Questa è la presentazione, che ho letto dopo aver visto lo spettacolo, data dalla brochure del Teatro. Le conseguenze della scelta di questo cast erano evidenti. Gli attori sono bravi ma televisivi, l’attore in teatro deve emozionare. Non c’è uno schermo da bucare con l’aiuto di riprese soggettive o inquadrature ravvicinate, l’attore deve far arrivare la voce e se è muto deve emozionare con il corpo.
Giuseppe Manfridi, traduzione e adattamento; Piero Maccarinelli, regia.
Mestiere e tecnica, tutto corretto. Ma fatta eccezione di un rapido accenno iniziale sulla violenza di genere che si consuma all’interno delle mura domestiche, nessuna deviazione, nessuna ispirazione, niente al caso. Anche qui scelte politicamente “coerenti”.
Gabriella Pescucci, costumi; Giacomo Costa, scene.
Qualcosa è arrivato, direi che un’ispirazione artistica c’era. Infatti lo spettacolo era questo, i costumi e il video/fondale, il Giardino di Boboli che cambia con il trascorrere della giornata e degli accadimenti è un elemento vitale dello spettacolo. Giacomo Costa per quanto si sia sforzato di mettersi al servizio della regia ha fagocitato lo spettacolo perché se c’è un’anima, viene fuori.
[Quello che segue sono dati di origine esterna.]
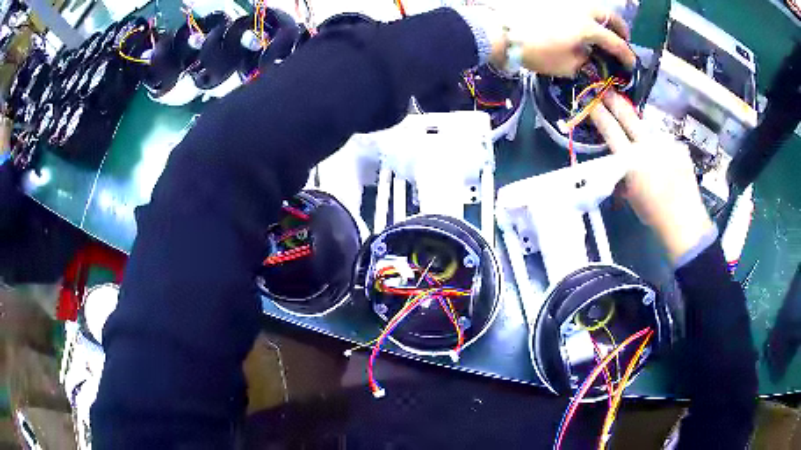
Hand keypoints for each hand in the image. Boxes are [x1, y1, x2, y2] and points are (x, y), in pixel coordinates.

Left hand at [489, 0, 634, 76]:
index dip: (626, 55)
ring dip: (603, 18)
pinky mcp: (553, 1)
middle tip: (623, 38)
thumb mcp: (566, 66)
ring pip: (593, 6)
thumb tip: (589, 55)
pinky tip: (582, 22)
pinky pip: (576, 5)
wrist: (501, 31)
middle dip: (620, 28)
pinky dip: (586, 14)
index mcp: (588, 28)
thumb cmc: (536, 51)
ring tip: (603, 28)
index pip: (615, 42)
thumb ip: (584, 61)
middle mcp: (581, 10)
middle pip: (609, 15)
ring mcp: (566, 2)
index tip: (631, 64)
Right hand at [589, 91, 713, 263]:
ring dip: (642, 131)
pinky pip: (665, 141)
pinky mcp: (678, 146)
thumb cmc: (653, 213)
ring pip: (648, 129)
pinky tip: (665, 161)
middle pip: (627, 115)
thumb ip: (623, 172)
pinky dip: (661, 147)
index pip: (610, 129)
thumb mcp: (630, 194)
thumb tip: (619, 160)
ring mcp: (665, 143)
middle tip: (606, 92)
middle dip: (614, 102)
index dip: (599, 113)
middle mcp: (647, 145)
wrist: (684, 220)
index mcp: (631, 159)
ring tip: (644, 143)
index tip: (592, 103)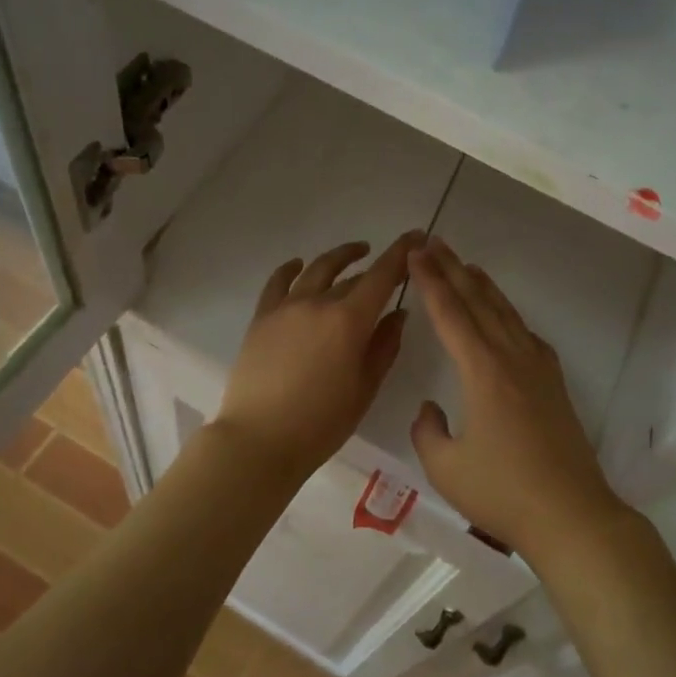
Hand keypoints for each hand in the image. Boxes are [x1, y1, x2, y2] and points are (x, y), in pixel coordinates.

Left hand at [213, 232, 423, 478]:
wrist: (259, 440)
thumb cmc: (322, 422)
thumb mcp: (365, 387)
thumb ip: (384, 345)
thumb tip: (398, 313)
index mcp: (349, 320)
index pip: (381, 275)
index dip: (401, 252)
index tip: (416, 236)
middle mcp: (318, 303)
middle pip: (352, 276)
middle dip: (375, 266)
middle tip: (391, 264)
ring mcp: (286, 307)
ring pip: (316, 270)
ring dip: (339, 257)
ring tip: (355, 253)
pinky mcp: (262, 318)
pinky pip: (277, 282)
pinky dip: (291, 268)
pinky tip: (298, 264)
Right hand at [407, 238, 627, 559]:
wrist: (570, 514)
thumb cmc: (503, 493)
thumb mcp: (445, 467)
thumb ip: (428, 431)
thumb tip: (432, 408)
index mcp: (483, 371)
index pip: (450, 314)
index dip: (430, 281)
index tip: (415, 254)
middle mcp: (512, 358)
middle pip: (478, 302)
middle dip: (453, 270)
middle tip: (433, 243)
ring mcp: (538, 368)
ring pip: (506, 313)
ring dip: (482, 286)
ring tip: (465, 264)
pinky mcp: (554, 384)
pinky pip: (525, 334)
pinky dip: (508, 314)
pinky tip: (504, 316)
Umile Vainieri, light designer.
Le luci erano quelle di un set televisivo, sempre fredde e schiaccianti, sembrava lo studio di “Amici” della De Filippi, era voluto? in effetti seguendo un certo ragionamento sembrerebbe di si. Evidentemente. Però una cosa proprio non tornava, gli attori quando entrano dalle porte hanno sempre il viso in ombra e questo è proprio strano.
Antonio di Pofi, musiche.
Mi sono piaciute.
Concludo con una preghiera per tutti coloro che si trovano ad avere la possibilità e la responsabilità di far arrivare il messaggio di quanto è importante per l’umanità la cultura e l’arte, chiedetevi se quello che fate vi emoziona e non preoccupatevi solo di compiacere.